- How do I integrate Spatie Crawler into a Laravel application for concurrent scraping?
- Use `Crawler::create('url')->dispatch()` to queue crawl jobs in Laravel queues (e.g., Horizon). Configure concurrency with `->concurrency(10)` and leverage Laravel’s async workers for scalability. For real-time processing, hook into `onCrawled` callbacks to store results in Eloquent models or trigger events.
- Can Spatie Crawler handle JavaScript-heavy sites like React or Angular SPAs?

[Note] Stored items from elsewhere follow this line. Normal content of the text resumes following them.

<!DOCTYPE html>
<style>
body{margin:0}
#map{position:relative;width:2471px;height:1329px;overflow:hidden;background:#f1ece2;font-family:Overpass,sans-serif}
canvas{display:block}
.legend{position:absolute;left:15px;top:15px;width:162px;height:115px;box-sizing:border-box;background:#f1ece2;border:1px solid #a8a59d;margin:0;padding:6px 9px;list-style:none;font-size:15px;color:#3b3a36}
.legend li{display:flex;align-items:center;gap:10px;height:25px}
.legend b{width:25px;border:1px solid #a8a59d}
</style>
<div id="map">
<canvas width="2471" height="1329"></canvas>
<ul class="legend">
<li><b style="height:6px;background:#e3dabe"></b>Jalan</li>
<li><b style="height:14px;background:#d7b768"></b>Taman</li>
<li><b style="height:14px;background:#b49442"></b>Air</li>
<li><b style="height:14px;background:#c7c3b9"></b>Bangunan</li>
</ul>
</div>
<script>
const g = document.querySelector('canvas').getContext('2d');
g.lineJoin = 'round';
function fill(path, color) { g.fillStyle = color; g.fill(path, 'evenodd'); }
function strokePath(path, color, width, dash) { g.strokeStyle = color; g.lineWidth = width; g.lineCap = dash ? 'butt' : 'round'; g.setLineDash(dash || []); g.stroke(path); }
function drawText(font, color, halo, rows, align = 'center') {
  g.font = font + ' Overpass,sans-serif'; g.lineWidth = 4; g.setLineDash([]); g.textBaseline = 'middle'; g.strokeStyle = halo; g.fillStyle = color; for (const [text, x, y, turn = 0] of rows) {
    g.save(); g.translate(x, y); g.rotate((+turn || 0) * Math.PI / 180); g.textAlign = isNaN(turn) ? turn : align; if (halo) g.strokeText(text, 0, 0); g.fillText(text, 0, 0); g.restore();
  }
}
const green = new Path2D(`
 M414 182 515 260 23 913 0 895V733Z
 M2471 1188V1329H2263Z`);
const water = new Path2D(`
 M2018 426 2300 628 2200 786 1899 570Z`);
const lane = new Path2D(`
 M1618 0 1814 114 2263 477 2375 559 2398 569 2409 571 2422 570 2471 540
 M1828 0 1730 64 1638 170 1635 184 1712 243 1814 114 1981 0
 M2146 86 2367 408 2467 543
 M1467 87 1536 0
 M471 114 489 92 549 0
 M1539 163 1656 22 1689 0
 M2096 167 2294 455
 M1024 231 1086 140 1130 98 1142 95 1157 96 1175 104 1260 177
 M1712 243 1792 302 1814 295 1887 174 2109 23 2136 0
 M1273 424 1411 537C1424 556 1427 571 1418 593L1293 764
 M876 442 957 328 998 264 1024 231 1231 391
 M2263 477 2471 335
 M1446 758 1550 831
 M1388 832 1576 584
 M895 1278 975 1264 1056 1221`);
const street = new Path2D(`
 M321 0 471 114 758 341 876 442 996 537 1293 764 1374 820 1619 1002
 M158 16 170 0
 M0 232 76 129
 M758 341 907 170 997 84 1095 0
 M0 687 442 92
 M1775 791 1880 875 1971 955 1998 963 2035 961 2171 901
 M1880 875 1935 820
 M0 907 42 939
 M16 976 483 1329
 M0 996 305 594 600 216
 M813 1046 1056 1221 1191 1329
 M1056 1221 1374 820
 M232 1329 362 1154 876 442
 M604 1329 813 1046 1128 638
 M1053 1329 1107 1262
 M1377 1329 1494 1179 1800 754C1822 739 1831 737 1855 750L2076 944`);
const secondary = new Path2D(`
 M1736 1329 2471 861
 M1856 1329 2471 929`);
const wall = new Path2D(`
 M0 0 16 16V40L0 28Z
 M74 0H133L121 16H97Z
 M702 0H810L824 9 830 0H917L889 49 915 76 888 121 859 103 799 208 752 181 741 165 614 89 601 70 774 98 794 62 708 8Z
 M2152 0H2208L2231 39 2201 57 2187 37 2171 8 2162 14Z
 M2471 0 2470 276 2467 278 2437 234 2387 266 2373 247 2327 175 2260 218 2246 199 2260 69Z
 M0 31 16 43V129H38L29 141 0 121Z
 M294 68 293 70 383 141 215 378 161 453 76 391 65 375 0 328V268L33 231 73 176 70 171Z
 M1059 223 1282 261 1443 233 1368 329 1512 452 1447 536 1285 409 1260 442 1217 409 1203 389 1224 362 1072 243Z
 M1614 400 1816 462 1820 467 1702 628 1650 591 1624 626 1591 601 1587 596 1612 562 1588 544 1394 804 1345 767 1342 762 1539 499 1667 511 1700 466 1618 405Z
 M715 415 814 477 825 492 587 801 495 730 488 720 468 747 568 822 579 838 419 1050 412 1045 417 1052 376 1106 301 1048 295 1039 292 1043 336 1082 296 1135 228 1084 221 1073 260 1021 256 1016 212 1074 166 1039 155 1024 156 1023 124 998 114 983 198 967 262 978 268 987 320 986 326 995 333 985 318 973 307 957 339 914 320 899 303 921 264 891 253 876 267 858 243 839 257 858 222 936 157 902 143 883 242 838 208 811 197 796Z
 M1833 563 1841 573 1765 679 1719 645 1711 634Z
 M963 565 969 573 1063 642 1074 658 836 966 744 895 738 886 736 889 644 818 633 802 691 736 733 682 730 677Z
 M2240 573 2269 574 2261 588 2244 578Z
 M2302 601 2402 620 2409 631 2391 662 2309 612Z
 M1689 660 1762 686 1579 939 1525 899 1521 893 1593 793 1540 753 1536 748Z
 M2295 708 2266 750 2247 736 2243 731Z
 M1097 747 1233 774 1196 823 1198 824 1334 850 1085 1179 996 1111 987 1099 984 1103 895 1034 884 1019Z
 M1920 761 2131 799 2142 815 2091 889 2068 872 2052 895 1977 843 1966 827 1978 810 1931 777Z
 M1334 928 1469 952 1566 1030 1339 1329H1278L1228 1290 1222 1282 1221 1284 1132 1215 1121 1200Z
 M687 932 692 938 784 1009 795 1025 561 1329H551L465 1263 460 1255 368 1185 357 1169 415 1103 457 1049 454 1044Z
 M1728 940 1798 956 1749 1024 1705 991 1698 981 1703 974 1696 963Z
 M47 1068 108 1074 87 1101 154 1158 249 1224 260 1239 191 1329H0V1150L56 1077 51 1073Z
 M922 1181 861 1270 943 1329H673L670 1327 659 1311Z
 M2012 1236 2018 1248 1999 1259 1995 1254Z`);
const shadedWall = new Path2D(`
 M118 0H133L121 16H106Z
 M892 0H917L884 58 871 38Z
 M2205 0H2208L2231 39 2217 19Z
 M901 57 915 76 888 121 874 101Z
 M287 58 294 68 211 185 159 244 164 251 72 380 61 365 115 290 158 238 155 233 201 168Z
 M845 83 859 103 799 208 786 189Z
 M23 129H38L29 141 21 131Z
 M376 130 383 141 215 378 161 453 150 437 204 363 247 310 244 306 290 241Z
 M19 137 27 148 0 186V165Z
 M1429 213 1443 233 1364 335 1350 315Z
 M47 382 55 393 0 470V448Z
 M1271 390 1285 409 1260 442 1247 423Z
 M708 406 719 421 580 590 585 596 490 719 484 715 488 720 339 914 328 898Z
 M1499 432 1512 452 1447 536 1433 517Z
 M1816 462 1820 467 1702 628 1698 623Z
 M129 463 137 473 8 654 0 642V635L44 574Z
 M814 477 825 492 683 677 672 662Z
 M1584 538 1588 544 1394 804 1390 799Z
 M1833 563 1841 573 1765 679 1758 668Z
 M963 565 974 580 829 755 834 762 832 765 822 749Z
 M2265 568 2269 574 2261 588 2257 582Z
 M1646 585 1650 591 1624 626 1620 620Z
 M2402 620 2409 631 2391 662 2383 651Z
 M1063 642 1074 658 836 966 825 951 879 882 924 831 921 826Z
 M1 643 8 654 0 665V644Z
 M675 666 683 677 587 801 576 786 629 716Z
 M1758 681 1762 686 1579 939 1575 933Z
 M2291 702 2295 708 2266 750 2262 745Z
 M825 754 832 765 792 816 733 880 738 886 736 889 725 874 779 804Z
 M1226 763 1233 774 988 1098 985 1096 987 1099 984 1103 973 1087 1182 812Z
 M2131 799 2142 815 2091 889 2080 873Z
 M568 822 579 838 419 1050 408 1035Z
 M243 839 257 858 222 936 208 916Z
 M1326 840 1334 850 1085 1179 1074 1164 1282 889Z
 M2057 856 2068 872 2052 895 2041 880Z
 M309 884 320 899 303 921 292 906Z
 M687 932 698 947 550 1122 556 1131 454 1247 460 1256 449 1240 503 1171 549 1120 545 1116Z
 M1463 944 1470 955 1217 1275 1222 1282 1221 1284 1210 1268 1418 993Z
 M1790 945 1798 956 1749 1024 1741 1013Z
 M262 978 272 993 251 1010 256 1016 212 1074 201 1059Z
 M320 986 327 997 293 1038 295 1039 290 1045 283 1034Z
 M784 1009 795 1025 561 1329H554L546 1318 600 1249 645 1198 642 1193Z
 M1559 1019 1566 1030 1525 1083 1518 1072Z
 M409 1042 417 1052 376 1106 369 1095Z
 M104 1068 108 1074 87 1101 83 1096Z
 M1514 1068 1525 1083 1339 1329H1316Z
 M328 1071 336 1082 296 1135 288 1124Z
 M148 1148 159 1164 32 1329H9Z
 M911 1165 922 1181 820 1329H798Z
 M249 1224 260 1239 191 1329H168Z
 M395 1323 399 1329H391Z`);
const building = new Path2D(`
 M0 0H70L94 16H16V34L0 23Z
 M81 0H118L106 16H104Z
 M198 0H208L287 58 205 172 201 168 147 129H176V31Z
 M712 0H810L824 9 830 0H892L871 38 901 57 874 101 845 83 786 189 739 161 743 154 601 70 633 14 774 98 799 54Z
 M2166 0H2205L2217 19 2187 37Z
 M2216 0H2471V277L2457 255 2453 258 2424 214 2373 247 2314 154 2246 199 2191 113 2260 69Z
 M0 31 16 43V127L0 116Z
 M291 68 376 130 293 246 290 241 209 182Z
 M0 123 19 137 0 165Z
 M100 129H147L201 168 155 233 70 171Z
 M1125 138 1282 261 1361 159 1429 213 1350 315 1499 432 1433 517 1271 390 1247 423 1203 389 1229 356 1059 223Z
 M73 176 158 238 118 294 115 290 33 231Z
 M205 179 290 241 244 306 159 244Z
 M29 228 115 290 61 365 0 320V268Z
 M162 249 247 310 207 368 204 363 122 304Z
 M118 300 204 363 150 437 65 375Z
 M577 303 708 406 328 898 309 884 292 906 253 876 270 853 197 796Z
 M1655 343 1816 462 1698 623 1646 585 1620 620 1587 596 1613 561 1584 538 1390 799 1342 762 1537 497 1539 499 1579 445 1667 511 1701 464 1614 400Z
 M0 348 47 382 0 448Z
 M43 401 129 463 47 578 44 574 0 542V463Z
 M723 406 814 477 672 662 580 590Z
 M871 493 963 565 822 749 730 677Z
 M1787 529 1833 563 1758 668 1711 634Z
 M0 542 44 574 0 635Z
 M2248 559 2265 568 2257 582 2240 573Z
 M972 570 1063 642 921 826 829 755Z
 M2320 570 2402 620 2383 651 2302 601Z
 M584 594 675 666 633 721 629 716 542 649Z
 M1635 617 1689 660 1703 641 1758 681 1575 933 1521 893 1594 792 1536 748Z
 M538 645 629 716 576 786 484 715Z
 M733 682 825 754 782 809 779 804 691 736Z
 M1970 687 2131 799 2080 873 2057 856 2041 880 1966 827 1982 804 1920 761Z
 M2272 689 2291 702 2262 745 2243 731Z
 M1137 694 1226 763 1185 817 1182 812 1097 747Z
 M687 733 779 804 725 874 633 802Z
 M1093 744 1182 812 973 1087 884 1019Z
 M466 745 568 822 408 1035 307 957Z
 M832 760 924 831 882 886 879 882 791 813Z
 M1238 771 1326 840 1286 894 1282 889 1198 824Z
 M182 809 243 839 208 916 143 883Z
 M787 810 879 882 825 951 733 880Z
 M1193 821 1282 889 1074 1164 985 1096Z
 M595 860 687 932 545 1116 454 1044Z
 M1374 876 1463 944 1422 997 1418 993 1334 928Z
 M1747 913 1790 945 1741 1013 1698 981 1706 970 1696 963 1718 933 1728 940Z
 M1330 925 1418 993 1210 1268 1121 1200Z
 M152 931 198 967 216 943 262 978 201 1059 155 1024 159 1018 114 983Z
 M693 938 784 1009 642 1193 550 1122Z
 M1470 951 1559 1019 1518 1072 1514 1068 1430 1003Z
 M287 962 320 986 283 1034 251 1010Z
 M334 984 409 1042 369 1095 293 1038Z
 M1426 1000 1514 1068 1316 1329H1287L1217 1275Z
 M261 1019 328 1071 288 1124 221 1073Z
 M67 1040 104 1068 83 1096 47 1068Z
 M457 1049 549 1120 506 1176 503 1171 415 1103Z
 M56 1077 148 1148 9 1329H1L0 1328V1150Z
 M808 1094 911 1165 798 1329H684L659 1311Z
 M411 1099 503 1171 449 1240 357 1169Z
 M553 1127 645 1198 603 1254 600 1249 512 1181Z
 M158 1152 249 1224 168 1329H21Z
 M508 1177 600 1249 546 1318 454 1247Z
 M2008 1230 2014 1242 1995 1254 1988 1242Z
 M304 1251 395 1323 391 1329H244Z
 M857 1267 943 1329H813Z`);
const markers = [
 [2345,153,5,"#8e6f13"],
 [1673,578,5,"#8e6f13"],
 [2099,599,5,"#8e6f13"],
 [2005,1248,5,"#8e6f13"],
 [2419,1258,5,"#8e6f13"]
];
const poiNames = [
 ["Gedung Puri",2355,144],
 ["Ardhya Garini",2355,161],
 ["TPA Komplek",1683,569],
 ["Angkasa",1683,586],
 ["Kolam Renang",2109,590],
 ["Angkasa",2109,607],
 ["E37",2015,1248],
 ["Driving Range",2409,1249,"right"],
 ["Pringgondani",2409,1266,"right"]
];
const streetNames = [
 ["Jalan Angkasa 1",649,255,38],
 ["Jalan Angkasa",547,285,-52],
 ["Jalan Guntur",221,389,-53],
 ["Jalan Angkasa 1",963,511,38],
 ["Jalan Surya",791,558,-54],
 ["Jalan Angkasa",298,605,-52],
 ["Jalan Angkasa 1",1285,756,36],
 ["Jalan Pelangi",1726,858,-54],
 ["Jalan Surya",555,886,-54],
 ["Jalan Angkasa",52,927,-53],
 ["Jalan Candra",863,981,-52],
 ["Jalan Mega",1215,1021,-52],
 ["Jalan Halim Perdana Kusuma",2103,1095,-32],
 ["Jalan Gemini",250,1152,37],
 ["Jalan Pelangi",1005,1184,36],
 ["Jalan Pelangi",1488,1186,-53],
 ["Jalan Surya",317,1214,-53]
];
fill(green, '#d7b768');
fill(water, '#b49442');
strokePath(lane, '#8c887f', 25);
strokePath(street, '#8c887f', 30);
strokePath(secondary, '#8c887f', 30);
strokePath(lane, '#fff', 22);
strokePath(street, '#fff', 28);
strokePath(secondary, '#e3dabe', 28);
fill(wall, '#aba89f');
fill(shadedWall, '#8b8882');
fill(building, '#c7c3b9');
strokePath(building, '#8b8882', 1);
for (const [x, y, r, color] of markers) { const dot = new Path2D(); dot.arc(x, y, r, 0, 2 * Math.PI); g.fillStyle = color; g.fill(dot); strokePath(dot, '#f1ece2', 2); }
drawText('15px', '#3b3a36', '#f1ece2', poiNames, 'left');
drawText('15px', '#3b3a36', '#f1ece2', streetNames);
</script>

- Yes, enable Puppeteer/Chrome rendering via `->withBrowser()` or `->withPuppeteer()`. Requires Docker/Node.js setup for Chrome binary. Test with a sample of target pages to ensure stability, as complex SPAs may need adjustments like timeouts or headless Chrome flags.
- What Laravel versions does Spatie Crawler support, and are there breaking changes?
- Supports Laravel 8.x–10.x. Check the [changelog](https://github.com/spatie/crawler/blob/main/CHANGELOG.md) for version-specific updates. Breaking changes are rare but may affect Puppeteer or Guzzle dependencies. Always update dependencies incrementally in a staging environment.
- How do I test crawl logic without hitting external APIs during development?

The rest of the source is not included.